Bank Technology News writes about Wachovia's experience with Cisco TelePresence and a plan to rollout the technology directly into the branch for customer interaction. The idea is to bring the experts to the customer or the branch office in a one-to-one life-like visually-rich meeting. In some respects this is similar to the video call center discussed in this Voicecon post.

Although breathtaking in its simplicity, I think several practical issues will stack up to make this execution less than effective:

  • Privacy concerns means that the telepresence deployment are only in branches that have offices with doors. 
  • The range of experts available will need to be sufficiently large to meet the minimum threshold of productive use of the rooms. 

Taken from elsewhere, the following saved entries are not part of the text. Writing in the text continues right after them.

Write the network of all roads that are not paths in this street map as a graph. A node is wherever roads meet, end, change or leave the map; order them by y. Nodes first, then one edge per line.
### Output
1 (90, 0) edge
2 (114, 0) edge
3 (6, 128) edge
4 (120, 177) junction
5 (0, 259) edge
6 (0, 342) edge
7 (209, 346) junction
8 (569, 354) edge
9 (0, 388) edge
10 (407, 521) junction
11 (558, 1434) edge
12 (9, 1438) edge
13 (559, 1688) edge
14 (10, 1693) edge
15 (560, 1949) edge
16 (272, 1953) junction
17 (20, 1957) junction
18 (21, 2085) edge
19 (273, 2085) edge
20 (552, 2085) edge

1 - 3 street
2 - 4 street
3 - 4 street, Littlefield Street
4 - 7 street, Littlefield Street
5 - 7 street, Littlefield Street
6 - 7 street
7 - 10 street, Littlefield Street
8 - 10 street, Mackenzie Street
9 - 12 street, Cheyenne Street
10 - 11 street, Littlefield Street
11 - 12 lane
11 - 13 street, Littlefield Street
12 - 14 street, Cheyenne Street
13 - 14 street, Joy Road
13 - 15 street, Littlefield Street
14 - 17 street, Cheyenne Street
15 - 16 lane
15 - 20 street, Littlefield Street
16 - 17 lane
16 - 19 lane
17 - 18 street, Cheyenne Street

More likely scenarios are to use the branch device for real-time communications to employees about market changes, business updates and the like. My brother who is an account executive for Wood Gundy in Canada, for example, participates in daily economist calls every morning to help him and his peers at the office, get in the sales and market groove. These are broadcast quality stock broker only private shows.

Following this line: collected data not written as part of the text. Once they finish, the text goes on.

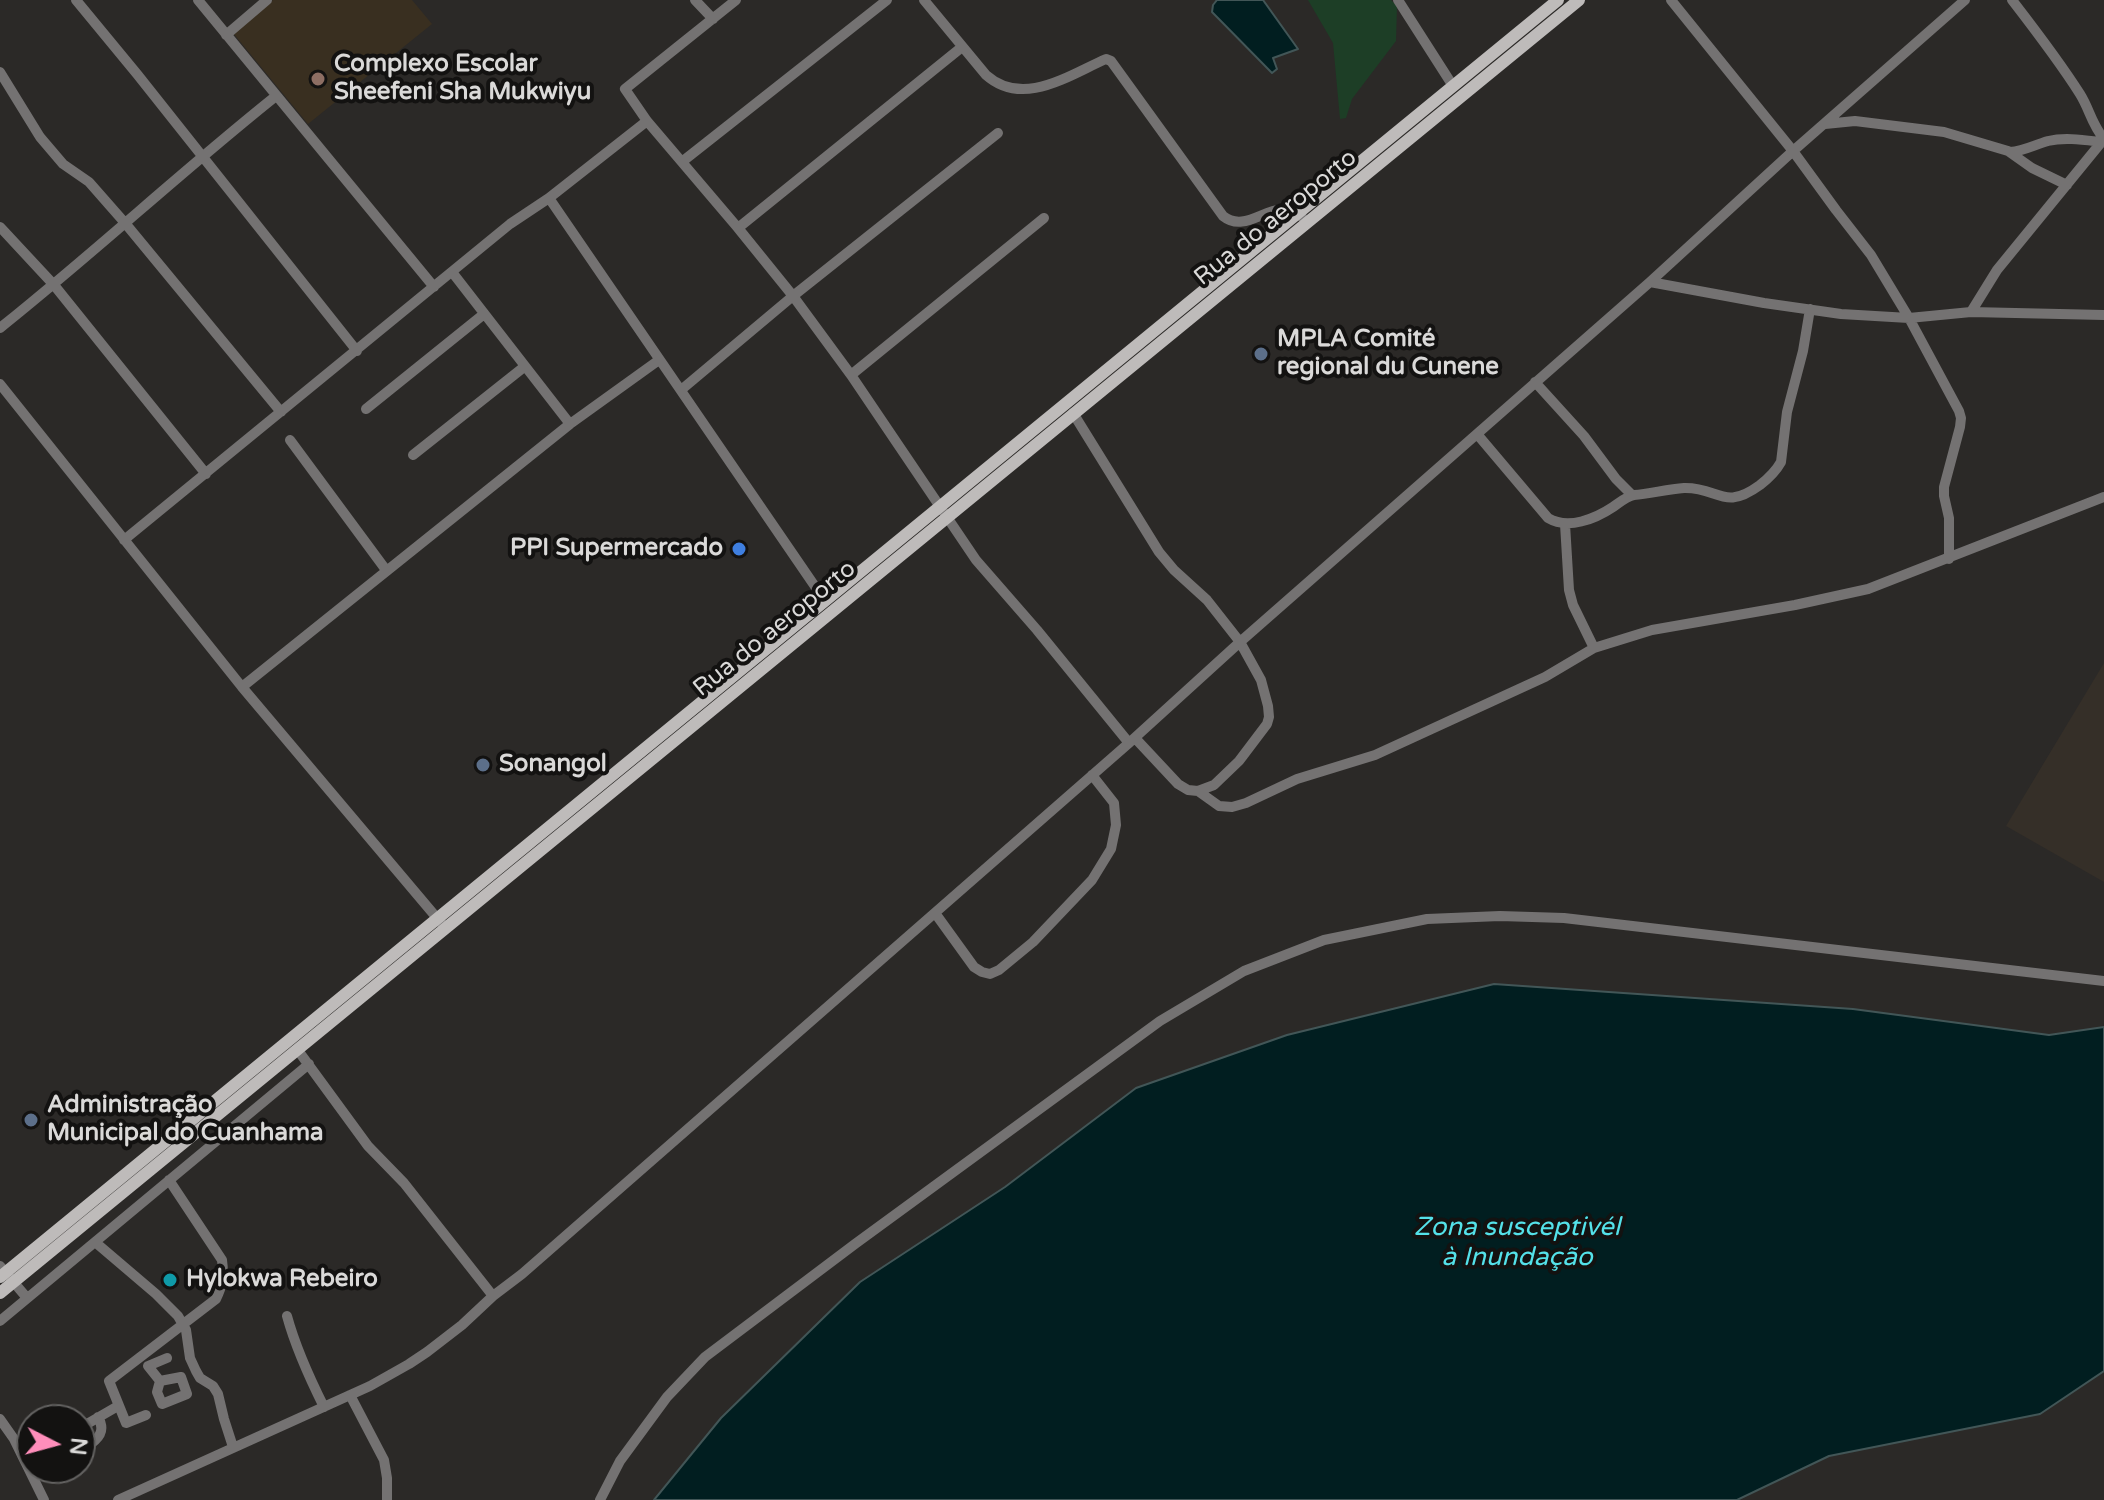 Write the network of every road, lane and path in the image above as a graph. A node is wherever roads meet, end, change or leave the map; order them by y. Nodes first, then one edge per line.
1 (76, 0) edge
2 (198, 0) edge
3 (267, 0) edge
4 (695, 0) edge
5 (736, 0) edge
6 (887, 0) edge
7 (924, 0) edge
8 (1398, 0) edge
9 (1558, 0) edge
10 (1579, 0) edge
11 (1671, 0) edge
12 (1965, 0) edge
13 (2012, 0) edge
14 (713, 19) junction
15 (226, 35) junction
16 (962, 47) junction
17 (0, 72) edge
18 (1453, 86) junction
19 (276, 96) junction
20 (647, 121) junction
21 (1823, 124) junction
22 (998, 133) dead end
23 (2103, 140) edge
24 (1793, 151) junction
25 (2010, 152) junction
26 (202, 155) junction
27 (683, 161) junction
28 (2067, 185) junction
29 (549, 198) junction
30 (1044, 218) dead end
31 (1302, 218) junction
32 (125, 223) junction
33 (0, 227) edge
34 (738, 228) junction
35 (452, 272) junction
36 (1650, 282) junction
37 (54, 285) junction
38 (434, 287) junction
39 (793, 296) junction
40 (1810, 309) junction
41 (1971, 312) junction
42 (484, 314) junction
43 (2104, 315) edge
44 (1909, 318) junction
45 (0, 328) edge
46 (357, 351) junction
47 (659, 360) junction
48 (524, 367) junction
49 (851, 375) junction
50 (1535, 382) junction
51 (0, 384) edge
52 (681, 390) junction
53 (366, 409) dead end
54 (281, 412) junction
55 (1073, 413) junction
56 (570, 424) junction
57 (1477, 434) junction
58 (290, 440) dead end
59 (413, 455) dead end
60 (206, 474) junction
61 (1632, 495) junction
62 (2104, 497) edge
63 (945, 512) junction
64 (1565, 524) junction
65 (124, 540) junction
66 (1949, 559) junction
67 (386, 570) junction
68 (825, 601) junction
69 (1240, 642) junction
70 (1594, 648) junction
71 (242, 687) junction
72 (1132, 740) junction
73 (1092, 775) junction
74 (1198, 791) junction
75 (935, 913) junction
76 (441, 923) junction
77 (2104, 981) edge
78 (297, 1049) junction
79 (309, 1064) junction
80 (169, 1180) junction
81 (95, 1242) junction
82 (5, 1274) edge
83 (0, 1293) edge
84 (493, 1296) junction
85 (27, 1298) junction
86 (287, 1316) dead end
87 (0, 1321) edge
88 (183, 1325) junction
89 (167, 1358) dead end
90 (160, 1381) junction
91 (207, 1381) junction
92 (185, 1387) junction
93 (350, 1395) junction
94 (118, 1406) junction
95 (324, 1407) junction
96 (146, 1415) dead end
97 (98, 1417) joint
98 (0, 1419) edge
99 (96, 1442) edge
100 (233, 1447) junction
101 (44, 1500) edge
102 (118, 1500) edge
103 (387, 1500) edge
104 (600, 1500) edge

1 - 26 street
2 - 15 street
3 - 15 street
4 - 14 street
5 - 14 street
6 - 27 street
7 - 16 street
8 - 18 street
9 - 18 main road, Rua do aeroporto
10 - 31 main road, Rua do aeroporto
11 - 24 street
12 - 21 street
13 - 23 street
14 - 20 street
15 - 19 street
16 - 31 street
16 - 34 street
17 - 32 street
18 - 31 main road, Rua do aeroporto
19 - 26 street
19 - 38 street
20 - 27 street
20 - 29 street
21 - 24 street
21 - 25 street
22 - 39 street
23 - 25 street
23 - 28 street
24 - 36 street
24 - 44 street
25 - 28 street
26 - 32 street
26 - 46 street
27 - 34 street
28 - 41 street
29 - 35 street
29 - 47 street
30 - 49 street
31 - 55 main road, Rua do aeroporto
31 - 63 main road, Rua do aeroporto
32 - 37 street
32 - 54 street
33 - 37 street
34 - 39 street
35 - 38 street
35 - 42 street
36 - 40 street
36 - 50 street
37 - 45 street
37 - 60 street
38 - 46 street
39 - 49 street
39 - 52 street
40 - 44 street
40 - 61 street
41 - 43 street
41 - 44 street
42 - 48 street
42 - 53 street
44 - 66 street
46 - 54 street
47 - 52 street
47 - 56 street
48 - 56 street
48 - 59 street
49 - 63 street
50 - 57 street
50 - 61 street
51 - 65 street
52 - 68 street
54 - 60 street
55 - 63 main road, Rua do aeroporto
55 - 69 street
56 - 67 street
57 - 64 street
57 - 69 street
58 - 67 street
60 - 65 street
61 - 64 street
62 - 66 street
63 - 68 main road, Rua do aeroporto
63 - 72 street
63 - 76 main road, Rua do aeroporto
64 - 70 street
65 - 71 street
66 - 70 street
67 - 71 street
68 - 76 main road, Rua do aeroporto
69 - 72 street
69 - 74 street
70 - 74 street
71 - 76 street
72 - 73 street
72 - 74 street
73 - 75 street
73 - 75 street
75 - 84 street
76 - 78 main road, Rua do aeroporto
76 - 82 main road, Rua do aeroporto
77 - 104 street
78 - 79 street
78 - 82 main road, Rua do aeroporto
79 - 80 street
79 - 84 street
80 - 81 street
80 - 88 street
81 - 85 street
81 - 88 street
82 - 83 main road, Rua do aeroporto
82 - 85 street
84 - 93 street
85 - 87 street
86 - 95 street
88 - 91 street
88 - 94 street
89 - 90 street
90 - 92 street
90 - 92 street
91 - 92 street
91 - 100 street
93 - 95 street
93 - 103 street
94 - 96 street
94 - 97 street
95 - 100 street
97 - 99 street
98 - 101 street
100 - 102 street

Keeping the experts in central or regional offices and let the network connect the customer directly is not reminiscent of ESPN's [[Around the Horn]] where a range of locations are interacting with the moderator, or more typical one-to-one remote broadcast interviews with Greta Van Susteren on FoxNews, for example. Bring the guest into a suite and let the experts communicate fully and directly from HQ.

Kumar Srikantan, the Senior Director of Catalyst Switching Product Marketing explained that this is a standard practice now at Cisco. Customers go to their local Cisco office and from his San Jose office, he can communicate fully and directly with customers to discuss product plans and implementation specifics as part of the Executive Briefing service.